Abstract

This was a meta-analysis of randomized controlled trials (RCTs) comparing the effects of cognitive behavioural therapy for insomnia (CBTI) as a monotherapy and active control treatments in persons with insomnia who have no major medical conditions or psychiatric comorbidities. PubMed, PsycINFO, EMBASE, Cochrane Library databases, WanFang and CNKI were systematically and independently searched. Standardized mean differences (SMDs) and risk ratio (RR) with their 95% confidence intervals (CIs) were calculated. Nine RCTs with 12 treatment arms comparing CBTI (n = 479) and active control (n = 510) groups were analyzed.
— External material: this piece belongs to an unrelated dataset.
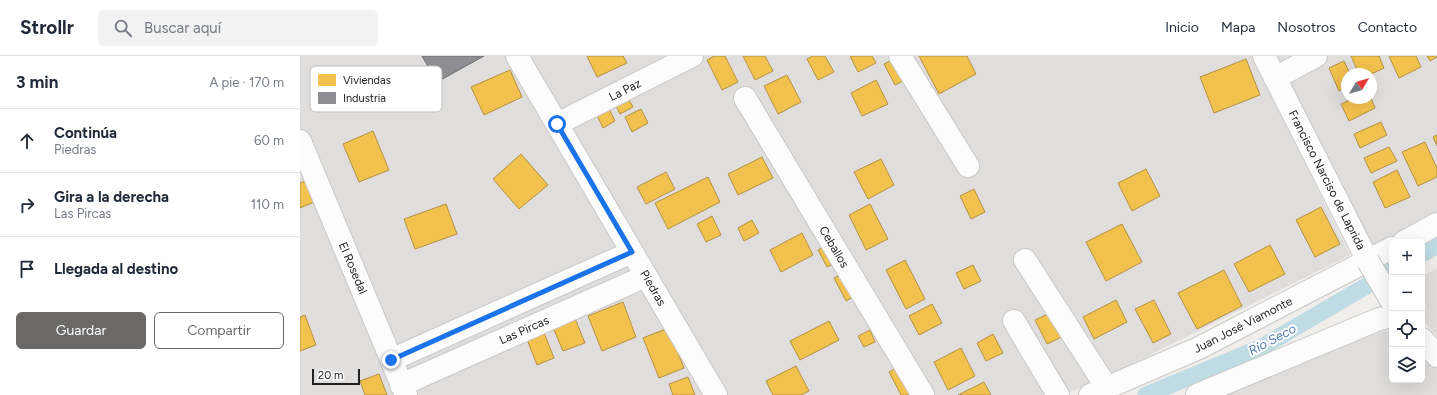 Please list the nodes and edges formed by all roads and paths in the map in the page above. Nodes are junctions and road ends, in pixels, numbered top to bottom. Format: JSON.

Compared to the active control group, the CBTI group showed significantly less improvement in insomnia at post-CBTI assessment in terms of sleep efficiency (SMD: 0.32, 95% CI: 0.00 to 0.63), sleep latency (SMD: -0.33, 95% CI: -0.56 to -0.09), wake after sleep onset (SMD: -0.27, 95% CI: -0.52 to -0.01), the total scores of Pittsburgh Sleep Quality Index (SMD: -0.52, 95% CI: -0.86 to -0.19), the Insomnia Symptom Index (SMD: -0.68, 95% CI: -1.01 to -0.36), the Dysfunctional Attitudes and Beliefs About Sleep Scale (SMD: -0.76, 95% CI: -1.25 to -0.27), and the Athens Insomnia Scale (SMD: -0.66, 95% CI: -1.07 to -0.24). In this meta-analysis, CBTI monotherapy showed no advantage in improving insomnia compared with other standard treatments.